**Work to complete**
Copy all the lines of the data that include the word "НЕВСКОГО".

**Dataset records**
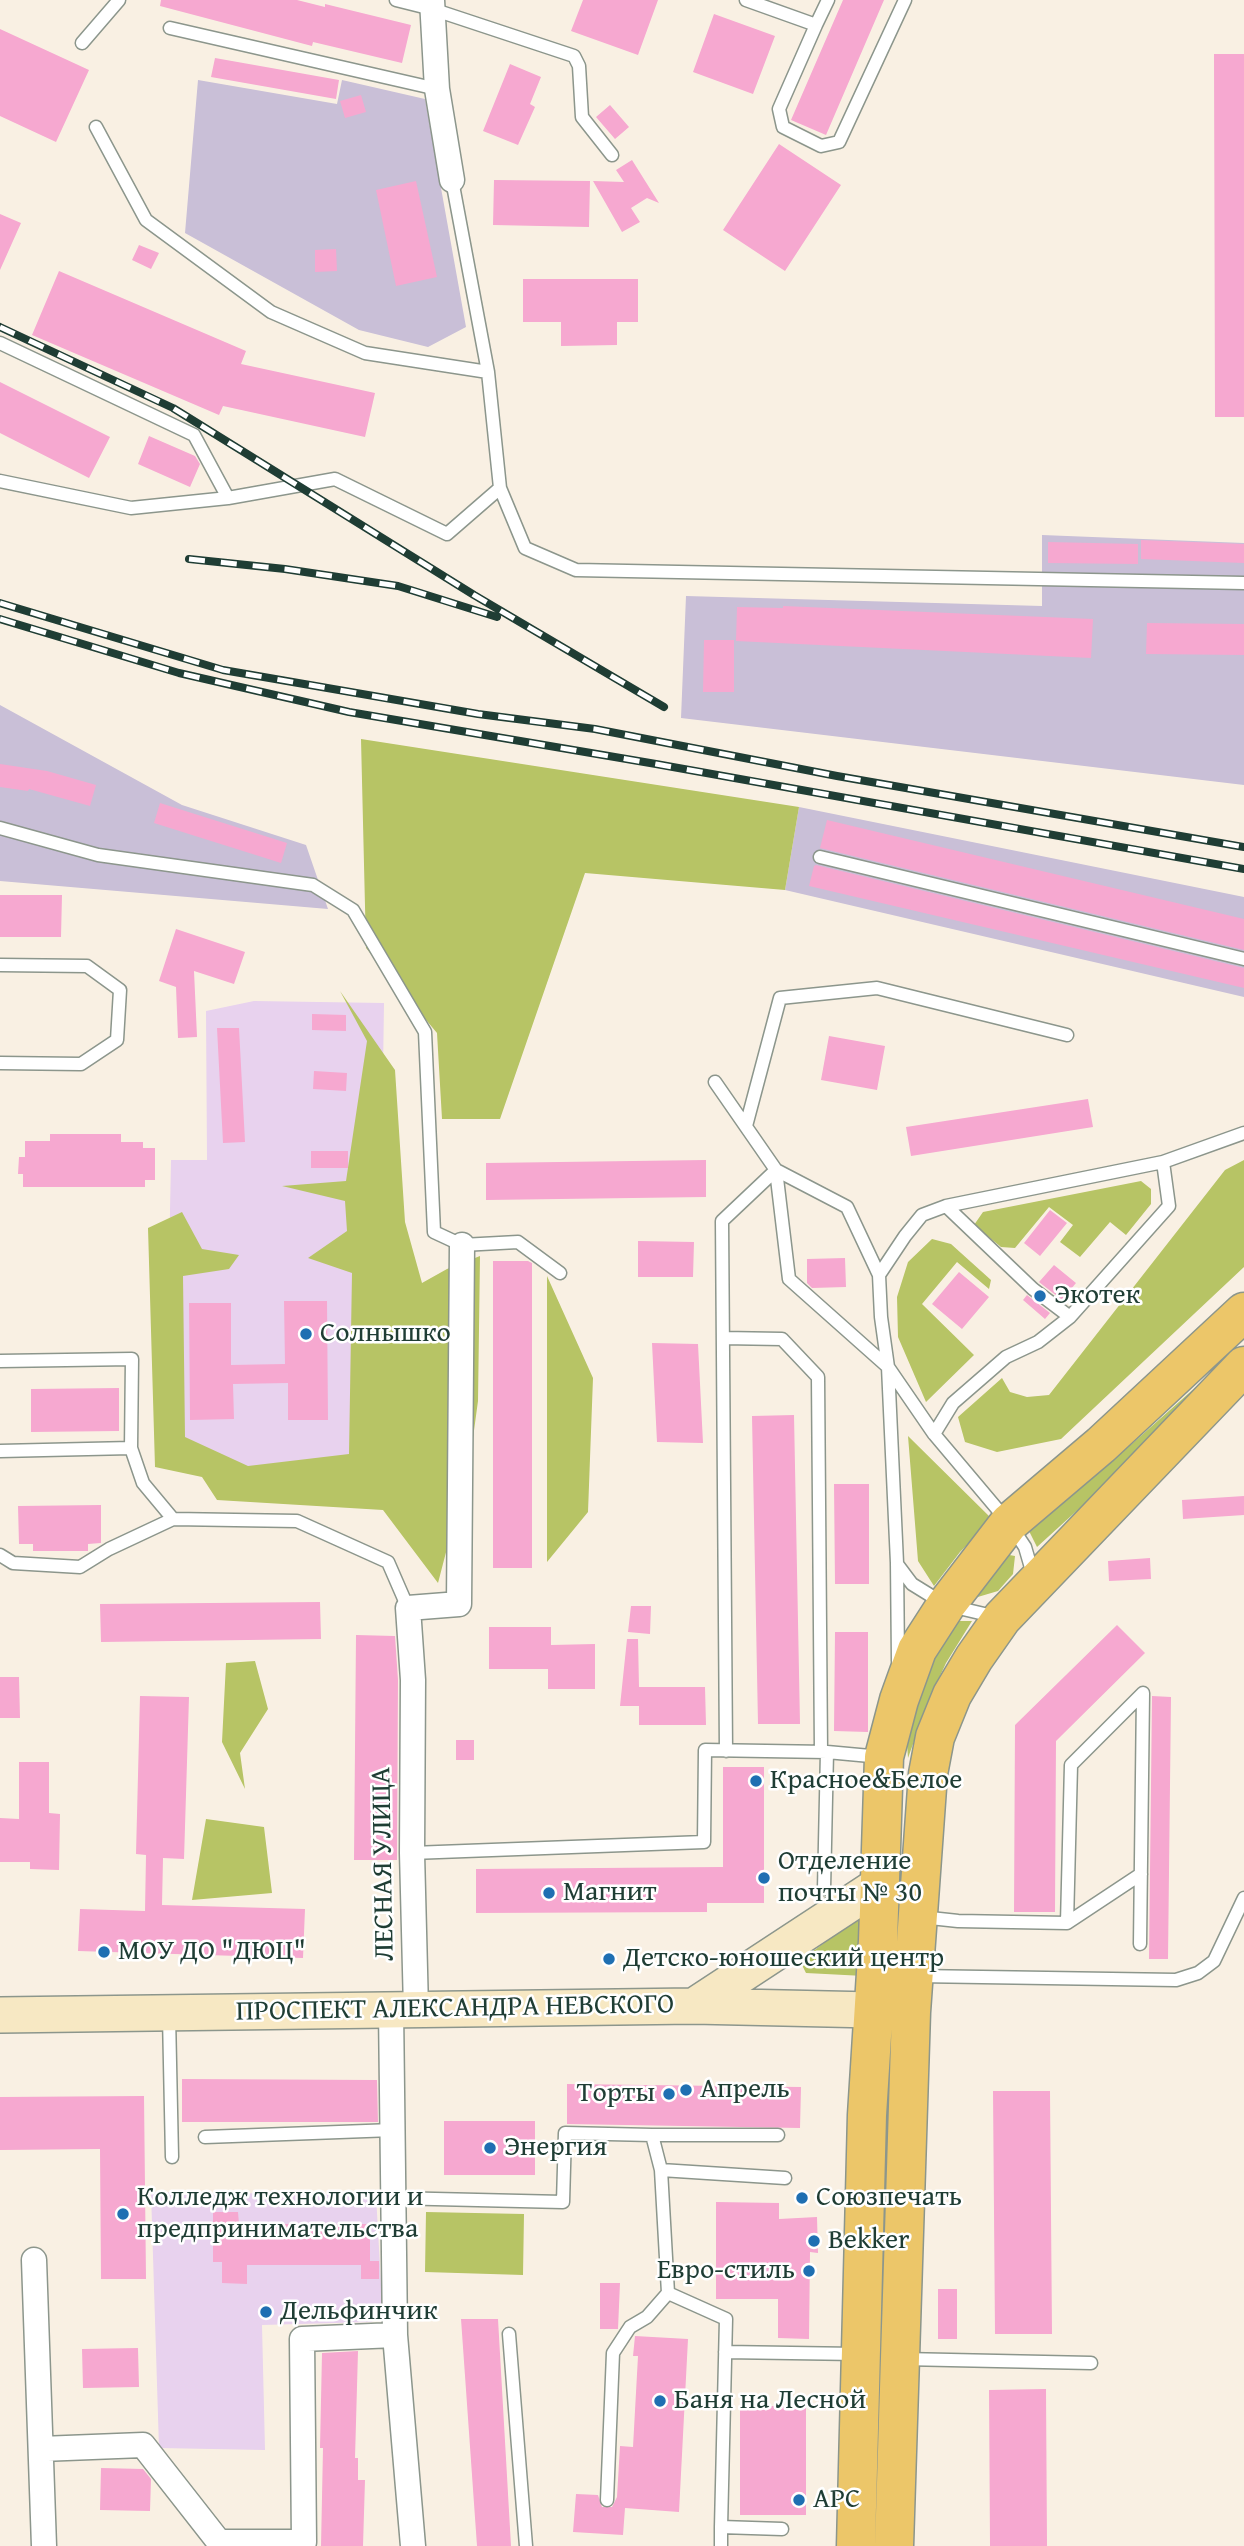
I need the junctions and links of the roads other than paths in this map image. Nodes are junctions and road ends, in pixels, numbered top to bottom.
1 (120, 0) edge
2 (396, 0) edge
3 (746, 0) edge
4 (828, 0) edge
5 (905, 0) edge
6 (432, 5) edge
7 (816, 25) junction
8 (170, 28) dead end
9 (82, 43) dead end
10 (438, 89) junction
11 (96, 127) dead end
12 (612, 155) dead end
13 (452, 180) joint
14 (0, 343) edge
15 (488, 372) junction
16 (0, 481) edge
17 (500, 488) junction
18 (228, 498) junction
19 (1244, 583) edge
20 (0, 828) edge
21 (820, 857) dead end
22 (1244, 959) edge
23 (0, 965) edge
24 (1068, 1035) dead end
25 (0, 1063) edge
26 (715, 1082) dead end
27 (746, 1126) junction
28 (1244, 1133) edge
29 (1163, 1162) junction
30 (776, 1170) junction
31 (946, 1206) junction
32 (462, 1245) junction
33 (560, 1273) dead end
34 (879, 1275) junction
35 (1244, 1312) edge
36 (1070, 1317) junction
37 (723, 1338) junction
38 (0, 1361) edge
39 (1244, 1366) edge
40 (888, 1367) junction
41 (934, 1434) junction
42 (131, 1448) junction
43 (0, 1451) edge
44 (173, 1519) junction
45 (1009, 1523) junction
46 (0, 1555) edge
47 (897, 1563) junction
48 (1035, 1582) junction
49 (946, 1605) junction
50 (408, 1608) junction
51 (1002, 1618) junction
52 (899, 1700) junction
53 (726, 1751) junction
54 (824, 1752) junction
55 (884, 1757) junction
56 (412, 1853) junction
57 (1141, 1874) junction
58 (880, 1884) junction
59 (824, 1889) dead end
60 (1244, 1898) edge
61 (917, 1917) junction
62 (1067, 1923) junction
63 (1140, 1944) dead end
64 (899, 1999) junction
65 (694, 2006) junction
66 (404, 2009) junction
67 (169, 2012) junction
68 (0, 2015) edge
69 (393, 2130) junction
70 (652, 2135) junction
71 (778, 2135) dead end
72 (205, 2137) dead end
73 (172, 2157) dead end
74 (661, 2169) junction
75 (785, 2178) dead end
76 (392, 2198) junction
77 (34, 2260) dead end
78 (668, 2293) junction
79 (509, 2334) dead end
80 (395, 2335) junction
81 (725, 2352) junction
82 (861, 2354) junction
83 (900, 2359) junction
84 (1091, 2364) dead end
85 (41, 2449) junction
86 (607, 2500) dead end
87 (721, 2527) junction
88 (782, 2529) dead end
89 (219, 2544) edge
90 (44, 2546) edge
91 (413, 2546) edge
92 (526, 2546) edge
93 (721, 2546) edge
94 (856, 2546) edge
95 (894, 2546) edge

1 - 9 lane
2 - 6 lane
3 - 7 lane
4 - 7 lane
5 - 7 lane
6 - 10 street
6 - 12 lane
8 - 10 lane
10 - 13 street
11 - 15 lane
13 - 15 lane
14 - 18 lane
15 - 17 lane
16 - 18 lane
17 - 18 lane
17 - 19 lane
20 - 32 lane
21 - 22 lane
23 - 25 lane
24 - 27 lane
26 - 27 lane
27 - 30 lane
28 - 29 lane
29 - 31 lane
29 - 36 lane
30 - 34 lane
30 - 37 lane
30 - 40 lane
31 - 34 lane
31 - 36 lane
32 - 33 lane
32 - 50 street
34 - 40 lane
35 - 45 main road
36 - 41 lane
37 - 53 lane
37 - 54 lane
38 - 42 lane
39 - 48 main road
40 - 41 lane
40 - 47 lane
41 - 45 lane
42 - 43 lane
42 - 44 lane
44 - 46 lane
44 - 50 lane
45 - 48 lane
45 - 49 main road
47 - 49 lane
47 - 52 lane
48 - 51 main road
49 - 51 lane
49 - 52 main road
50 - 56 street, ЛЕСНАЯ УЛИЦА
51 - 61 main road
52 - 55 main road
53 - 54 lane
53 - 56 lane
54 - 55 lane
54 - 59 lane
55 - 58 main road
56 - 66 street, ЛЕСНАЯ УЛИЦА
57 - 62 lane
57 - 62 lane
57 - 63 lane
58 - 64 main road
58 - 65 main road
60 - 64 lane
61 - 62 lane
61 - 64 main road
64 - 65 main road, ПРОСПЕКТ АЛЕКСАНДРА НЕВСКОГО
64 - 82 main road
64 - 83 main road
65 - 66 main road, ПРОСПЕКТ АЛЕКСАНДРА НЕВСКОГО
66 - 67 main road, ПРОСПЕКТ АЛЕКСАНДРА НЕВСКОГО
66 - 69 street, ЛЕСНАЯ УЛИЦА
67 - 68 main road, ПРОСПЕКТ АЛЕКСАНДРА НЕВСКОГО
67 - 73 lane
69 - 72 lane
69 - 76 street, ЛЕСНАЯ УЛИЦА
70 - 71 lane
70 - 74 lane
70 - 76 lane
74 - 75 lane
74 - 78 lane
76 - 80 street, ЛЕСНАЯ УЛИЦА
77 - 85 street
78 - 81 lane
78 - 86 lane
79 - 92 lane
80 - 89 street
80 - 91 street, ЛЕСНАЯ УЛИЦА
81 - 82 lane
81 - 87 lane
82 - 94 main road
83 - 84 lane
83 - 95 main road
85 - 89 street
85 - 90 street
87 - 88 lane
87 - 93 lane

**Output**
64 - 65 main road, ПРОСПЕКТ АЛЕКСАНДРА НЕВСКОГО
65 - 66 main road, ПРОСПЕКТ АЛЕКСАНДРА НЕВСКОГО
66 - 67 main road, ПРОСПЕКТ АЛЕКСАНДРА НЕВСКОГО
67 - 68 main road, ПРОСПЕКТ АЛЕКСАНДРА НЕВСКОГО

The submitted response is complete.